This is a post about hope.
In one particularly great scene in the greatest series Deadwood of the prestige television era, Al Swearengen, the saloon owner and whoremonger, comments on life in his inimitable way. Caution: Foul language ahead.
Al says something to the effect that life is just one vile [expletive] task after another. For Al, who is a murderer, and drug trafficker, a pimp, among other things, life truly does consist of vile tasks.
For those of us better inclined, life does have its vile, or at the very least, unpleasant tasks. These aren’t tasks that we can shirk.
For instance, as a defense attorney, every day I have to convey unwanted news. And even though I have my fair share of successes, successes in the criminal defense world often have their own unpleasant components. Even where I’ve had clients acquitted by a jury, the outcome is bittersweet because even though justice may have been done, the client waited often years for the outcome.

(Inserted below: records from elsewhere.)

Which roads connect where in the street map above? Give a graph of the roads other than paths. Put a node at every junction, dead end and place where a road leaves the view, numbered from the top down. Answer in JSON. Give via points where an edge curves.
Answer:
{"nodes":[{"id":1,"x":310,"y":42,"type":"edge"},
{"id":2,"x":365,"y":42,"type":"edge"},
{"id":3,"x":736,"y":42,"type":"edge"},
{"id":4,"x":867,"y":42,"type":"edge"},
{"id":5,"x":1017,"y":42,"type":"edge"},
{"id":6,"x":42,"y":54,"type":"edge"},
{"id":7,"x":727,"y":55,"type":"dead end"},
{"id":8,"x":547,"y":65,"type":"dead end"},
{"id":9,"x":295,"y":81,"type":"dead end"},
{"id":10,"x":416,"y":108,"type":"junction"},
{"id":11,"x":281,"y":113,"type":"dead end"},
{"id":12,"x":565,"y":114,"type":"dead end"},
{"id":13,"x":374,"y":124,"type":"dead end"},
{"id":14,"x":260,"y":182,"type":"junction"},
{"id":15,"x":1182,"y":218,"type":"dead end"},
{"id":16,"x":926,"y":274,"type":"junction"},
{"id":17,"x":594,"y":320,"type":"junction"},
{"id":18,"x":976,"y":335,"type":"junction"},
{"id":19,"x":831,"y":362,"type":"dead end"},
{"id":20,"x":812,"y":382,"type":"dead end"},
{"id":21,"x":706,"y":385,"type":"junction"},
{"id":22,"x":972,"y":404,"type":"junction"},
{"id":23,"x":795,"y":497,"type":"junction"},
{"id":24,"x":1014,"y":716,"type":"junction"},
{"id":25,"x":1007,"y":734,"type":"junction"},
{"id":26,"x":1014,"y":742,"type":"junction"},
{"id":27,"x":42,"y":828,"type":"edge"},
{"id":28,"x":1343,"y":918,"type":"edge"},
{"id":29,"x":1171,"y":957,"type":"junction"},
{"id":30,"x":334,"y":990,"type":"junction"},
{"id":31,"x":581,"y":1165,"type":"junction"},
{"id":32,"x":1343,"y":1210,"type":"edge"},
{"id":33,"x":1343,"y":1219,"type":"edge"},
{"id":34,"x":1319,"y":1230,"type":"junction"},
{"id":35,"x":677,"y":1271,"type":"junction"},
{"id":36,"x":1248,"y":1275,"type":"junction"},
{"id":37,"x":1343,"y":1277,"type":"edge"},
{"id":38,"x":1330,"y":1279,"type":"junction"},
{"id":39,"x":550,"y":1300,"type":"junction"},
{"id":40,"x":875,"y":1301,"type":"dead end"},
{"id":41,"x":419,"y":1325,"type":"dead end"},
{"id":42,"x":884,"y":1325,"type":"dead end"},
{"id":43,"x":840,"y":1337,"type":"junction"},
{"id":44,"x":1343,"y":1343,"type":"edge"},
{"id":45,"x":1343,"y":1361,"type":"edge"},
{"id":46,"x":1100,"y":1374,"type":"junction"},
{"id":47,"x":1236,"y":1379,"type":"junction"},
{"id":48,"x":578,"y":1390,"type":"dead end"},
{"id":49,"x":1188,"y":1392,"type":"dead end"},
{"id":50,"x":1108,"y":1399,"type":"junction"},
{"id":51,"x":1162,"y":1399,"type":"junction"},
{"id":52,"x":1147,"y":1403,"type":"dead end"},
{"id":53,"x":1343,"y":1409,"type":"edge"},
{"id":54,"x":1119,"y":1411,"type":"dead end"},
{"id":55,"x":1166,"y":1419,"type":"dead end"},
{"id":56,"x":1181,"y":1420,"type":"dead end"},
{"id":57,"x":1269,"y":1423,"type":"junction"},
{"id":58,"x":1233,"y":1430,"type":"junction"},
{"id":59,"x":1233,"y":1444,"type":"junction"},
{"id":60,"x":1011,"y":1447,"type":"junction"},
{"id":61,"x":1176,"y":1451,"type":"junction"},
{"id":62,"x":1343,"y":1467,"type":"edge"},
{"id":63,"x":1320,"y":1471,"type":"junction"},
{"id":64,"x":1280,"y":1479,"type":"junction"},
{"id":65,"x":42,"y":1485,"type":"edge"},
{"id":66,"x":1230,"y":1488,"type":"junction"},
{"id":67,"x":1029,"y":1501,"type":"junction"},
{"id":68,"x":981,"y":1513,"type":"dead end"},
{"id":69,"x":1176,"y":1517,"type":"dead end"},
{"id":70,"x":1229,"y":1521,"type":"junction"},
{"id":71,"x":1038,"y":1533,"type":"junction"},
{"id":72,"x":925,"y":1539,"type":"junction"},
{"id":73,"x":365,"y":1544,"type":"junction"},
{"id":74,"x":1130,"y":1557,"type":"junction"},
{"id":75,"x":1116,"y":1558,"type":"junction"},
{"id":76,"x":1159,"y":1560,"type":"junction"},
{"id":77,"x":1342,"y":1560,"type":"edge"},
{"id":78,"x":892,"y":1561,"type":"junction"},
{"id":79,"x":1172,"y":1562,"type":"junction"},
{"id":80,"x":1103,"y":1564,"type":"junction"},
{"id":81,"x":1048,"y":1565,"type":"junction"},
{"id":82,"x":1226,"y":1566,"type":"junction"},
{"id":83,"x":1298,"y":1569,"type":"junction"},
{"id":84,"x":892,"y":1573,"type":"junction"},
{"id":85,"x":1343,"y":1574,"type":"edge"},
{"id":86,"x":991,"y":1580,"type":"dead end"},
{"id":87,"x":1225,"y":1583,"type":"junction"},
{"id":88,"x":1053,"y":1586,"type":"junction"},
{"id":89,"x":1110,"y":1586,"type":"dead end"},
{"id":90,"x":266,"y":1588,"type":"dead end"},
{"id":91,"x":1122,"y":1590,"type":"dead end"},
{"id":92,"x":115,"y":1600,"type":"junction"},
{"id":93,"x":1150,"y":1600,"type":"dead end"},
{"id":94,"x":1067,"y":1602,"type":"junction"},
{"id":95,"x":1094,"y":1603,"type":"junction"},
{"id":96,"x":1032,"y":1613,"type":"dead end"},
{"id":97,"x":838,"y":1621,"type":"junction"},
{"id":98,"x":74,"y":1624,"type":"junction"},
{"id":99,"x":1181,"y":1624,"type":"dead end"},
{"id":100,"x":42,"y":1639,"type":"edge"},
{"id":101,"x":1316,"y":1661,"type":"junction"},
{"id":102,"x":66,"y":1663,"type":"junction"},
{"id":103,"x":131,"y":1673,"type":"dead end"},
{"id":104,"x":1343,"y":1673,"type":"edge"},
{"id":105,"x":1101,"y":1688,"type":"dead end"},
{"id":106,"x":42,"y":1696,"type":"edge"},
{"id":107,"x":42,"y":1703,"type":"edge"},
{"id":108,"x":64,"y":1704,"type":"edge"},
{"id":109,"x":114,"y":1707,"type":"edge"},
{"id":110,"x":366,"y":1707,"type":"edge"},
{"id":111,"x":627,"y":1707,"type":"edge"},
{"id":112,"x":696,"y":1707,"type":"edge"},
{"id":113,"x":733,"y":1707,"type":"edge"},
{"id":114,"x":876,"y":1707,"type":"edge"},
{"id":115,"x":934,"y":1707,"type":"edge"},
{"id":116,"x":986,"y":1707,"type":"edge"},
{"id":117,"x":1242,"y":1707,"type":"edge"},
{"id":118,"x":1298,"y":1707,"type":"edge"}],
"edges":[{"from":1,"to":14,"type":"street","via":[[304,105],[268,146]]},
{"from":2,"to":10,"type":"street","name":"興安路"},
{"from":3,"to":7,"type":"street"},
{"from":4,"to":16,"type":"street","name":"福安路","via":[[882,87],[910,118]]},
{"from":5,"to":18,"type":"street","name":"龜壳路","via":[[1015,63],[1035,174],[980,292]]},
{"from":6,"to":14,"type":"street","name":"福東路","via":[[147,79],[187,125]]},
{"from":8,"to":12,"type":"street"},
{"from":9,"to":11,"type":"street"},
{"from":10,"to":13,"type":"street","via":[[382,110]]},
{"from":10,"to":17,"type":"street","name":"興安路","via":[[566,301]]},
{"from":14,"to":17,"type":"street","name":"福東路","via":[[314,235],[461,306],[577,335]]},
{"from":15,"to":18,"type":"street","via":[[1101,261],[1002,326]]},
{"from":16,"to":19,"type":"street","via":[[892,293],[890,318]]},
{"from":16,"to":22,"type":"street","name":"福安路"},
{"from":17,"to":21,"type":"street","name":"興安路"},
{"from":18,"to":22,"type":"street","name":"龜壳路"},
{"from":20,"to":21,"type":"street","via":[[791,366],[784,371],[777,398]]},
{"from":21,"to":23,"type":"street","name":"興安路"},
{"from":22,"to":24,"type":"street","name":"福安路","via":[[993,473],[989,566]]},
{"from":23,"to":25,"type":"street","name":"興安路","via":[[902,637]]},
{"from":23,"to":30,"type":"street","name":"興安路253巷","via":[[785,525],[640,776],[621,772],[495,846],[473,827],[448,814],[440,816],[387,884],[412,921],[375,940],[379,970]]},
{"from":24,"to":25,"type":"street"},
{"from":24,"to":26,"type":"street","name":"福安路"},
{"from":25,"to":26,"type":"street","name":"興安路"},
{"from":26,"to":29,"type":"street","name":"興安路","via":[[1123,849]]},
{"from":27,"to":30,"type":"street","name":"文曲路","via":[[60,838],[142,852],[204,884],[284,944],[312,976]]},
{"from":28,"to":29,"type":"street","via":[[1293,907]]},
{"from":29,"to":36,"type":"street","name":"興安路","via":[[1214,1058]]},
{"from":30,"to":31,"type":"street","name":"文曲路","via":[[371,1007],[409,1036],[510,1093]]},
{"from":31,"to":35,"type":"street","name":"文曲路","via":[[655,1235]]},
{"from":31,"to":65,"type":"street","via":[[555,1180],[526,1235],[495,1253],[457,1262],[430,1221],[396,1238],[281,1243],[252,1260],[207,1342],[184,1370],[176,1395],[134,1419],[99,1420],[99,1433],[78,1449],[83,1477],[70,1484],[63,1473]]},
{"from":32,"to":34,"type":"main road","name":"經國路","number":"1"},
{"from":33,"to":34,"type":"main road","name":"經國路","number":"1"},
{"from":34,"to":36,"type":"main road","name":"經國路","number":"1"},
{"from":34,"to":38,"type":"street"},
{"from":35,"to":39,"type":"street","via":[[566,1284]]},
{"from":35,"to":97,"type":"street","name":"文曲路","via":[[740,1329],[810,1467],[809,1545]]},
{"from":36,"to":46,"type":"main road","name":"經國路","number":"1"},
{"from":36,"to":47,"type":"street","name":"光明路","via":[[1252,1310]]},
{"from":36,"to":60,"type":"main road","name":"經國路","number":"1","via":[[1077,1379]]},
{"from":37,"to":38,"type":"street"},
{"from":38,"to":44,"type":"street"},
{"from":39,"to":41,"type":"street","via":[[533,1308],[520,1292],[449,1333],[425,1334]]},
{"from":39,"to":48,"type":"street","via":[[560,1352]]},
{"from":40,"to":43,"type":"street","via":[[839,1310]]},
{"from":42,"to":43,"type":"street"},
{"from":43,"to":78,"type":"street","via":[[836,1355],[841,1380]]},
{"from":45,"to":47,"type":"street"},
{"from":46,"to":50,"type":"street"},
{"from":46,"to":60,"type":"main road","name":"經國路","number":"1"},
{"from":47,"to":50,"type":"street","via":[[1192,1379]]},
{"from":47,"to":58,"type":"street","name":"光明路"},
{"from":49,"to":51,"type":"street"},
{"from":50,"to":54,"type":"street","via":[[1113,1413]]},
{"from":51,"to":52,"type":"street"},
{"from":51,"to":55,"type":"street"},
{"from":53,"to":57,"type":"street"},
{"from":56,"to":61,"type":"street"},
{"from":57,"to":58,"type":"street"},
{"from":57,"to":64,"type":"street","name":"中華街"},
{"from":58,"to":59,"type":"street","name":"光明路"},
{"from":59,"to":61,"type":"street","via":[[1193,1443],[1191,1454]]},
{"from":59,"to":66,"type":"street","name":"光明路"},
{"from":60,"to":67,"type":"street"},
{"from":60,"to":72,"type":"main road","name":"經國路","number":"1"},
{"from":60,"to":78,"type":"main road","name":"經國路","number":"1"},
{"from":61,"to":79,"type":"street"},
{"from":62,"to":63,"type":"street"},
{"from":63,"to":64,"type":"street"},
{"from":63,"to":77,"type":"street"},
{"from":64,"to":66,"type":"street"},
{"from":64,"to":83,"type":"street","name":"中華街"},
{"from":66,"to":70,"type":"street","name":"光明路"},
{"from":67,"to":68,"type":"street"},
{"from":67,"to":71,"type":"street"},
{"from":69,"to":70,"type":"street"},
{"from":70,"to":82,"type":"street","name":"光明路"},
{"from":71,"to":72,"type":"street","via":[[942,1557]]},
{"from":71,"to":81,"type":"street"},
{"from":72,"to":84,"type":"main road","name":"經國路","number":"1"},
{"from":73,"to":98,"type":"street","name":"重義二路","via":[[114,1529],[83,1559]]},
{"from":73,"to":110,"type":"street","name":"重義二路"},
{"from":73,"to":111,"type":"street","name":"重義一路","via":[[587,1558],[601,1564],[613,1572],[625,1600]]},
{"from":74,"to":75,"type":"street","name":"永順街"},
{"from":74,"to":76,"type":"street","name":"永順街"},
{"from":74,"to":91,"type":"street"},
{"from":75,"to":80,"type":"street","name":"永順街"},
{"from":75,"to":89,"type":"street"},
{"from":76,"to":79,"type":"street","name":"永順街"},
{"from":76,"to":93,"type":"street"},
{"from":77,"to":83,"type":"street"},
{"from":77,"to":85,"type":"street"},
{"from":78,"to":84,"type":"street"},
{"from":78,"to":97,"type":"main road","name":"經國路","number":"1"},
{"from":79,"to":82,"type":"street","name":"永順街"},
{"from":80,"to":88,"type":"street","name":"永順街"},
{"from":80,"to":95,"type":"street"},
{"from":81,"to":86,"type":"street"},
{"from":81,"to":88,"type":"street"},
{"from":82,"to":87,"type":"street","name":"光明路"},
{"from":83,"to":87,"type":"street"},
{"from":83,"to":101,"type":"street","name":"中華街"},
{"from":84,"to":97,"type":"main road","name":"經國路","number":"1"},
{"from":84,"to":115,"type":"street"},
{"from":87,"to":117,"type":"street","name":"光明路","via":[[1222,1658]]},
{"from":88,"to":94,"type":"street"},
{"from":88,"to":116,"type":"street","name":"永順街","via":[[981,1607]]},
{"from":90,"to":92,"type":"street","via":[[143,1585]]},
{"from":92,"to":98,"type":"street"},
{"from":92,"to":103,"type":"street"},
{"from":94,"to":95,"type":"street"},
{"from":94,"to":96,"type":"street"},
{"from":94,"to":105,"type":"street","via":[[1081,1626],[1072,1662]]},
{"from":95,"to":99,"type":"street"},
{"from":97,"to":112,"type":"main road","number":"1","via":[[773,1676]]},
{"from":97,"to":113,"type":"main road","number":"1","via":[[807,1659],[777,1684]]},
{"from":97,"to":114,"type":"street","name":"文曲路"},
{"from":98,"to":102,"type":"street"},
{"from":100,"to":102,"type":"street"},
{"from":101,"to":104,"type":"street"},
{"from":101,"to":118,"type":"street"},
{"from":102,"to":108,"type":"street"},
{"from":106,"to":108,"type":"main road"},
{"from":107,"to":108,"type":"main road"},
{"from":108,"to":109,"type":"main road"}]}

Where am I going with this?
The vileness of the task is in the eye of the beholder. I recently got a very great outcome in a case. Leaving the federal courtroom with a 6 month sentence for my client who was originally facing a mandatory minimum of five years, I was nearly bouncing off the walls with excitement.
But my client was not nearly as thrilled. My client was thinking about “doing” six months of time in prison.
This brings me to this thought:
I’m coming to believe that in addition to the good legal work and fight and orneriness and trial skills, so much of what makes a good lawyer is the ability (like a doctor) to bring some sort of comfort to a client in small and big cases as they face their judgment.
In small cases, it’s like bad flu. In low and mid level felonies, it’s like a treatable form of cancer.
In very serious cases (serious federal cases and murders), it’s like trying to be with your client as they confront that they are effectively going to get a death sentence (not capital punishment, but the removal from life into a purgatorial prison for most or all of the rest of their lives). And I literally watch the death throes, which in the legal context are the horror (expressed by angry complaints, blame-shifting, anxiety) by some clients who are having trouble facing the reality of what’s coming.
And while I can’t say I’ve fully got control of my demeanor, at this point I understand what’s going on and try to “guide” or “comfort the patient” on the way to sentencing. And I sometimes ask for forgiveness from my clients, my loved ones, for my reaction to what is in the end a difficult experience.
Don’t cry for me. I am exceedingly fortunate to be able to do the work I do. I live a good – by any standards in the history of humans – and very comfortable existence. And even in the context of the criminal justice system, with public servants who do good work, I’m fortunate.
But this is a particular experience of defense counsel, analogous being a doctor. It’s one “vile” task after another, comforted by the fact That, in the end, All Shall be Saved.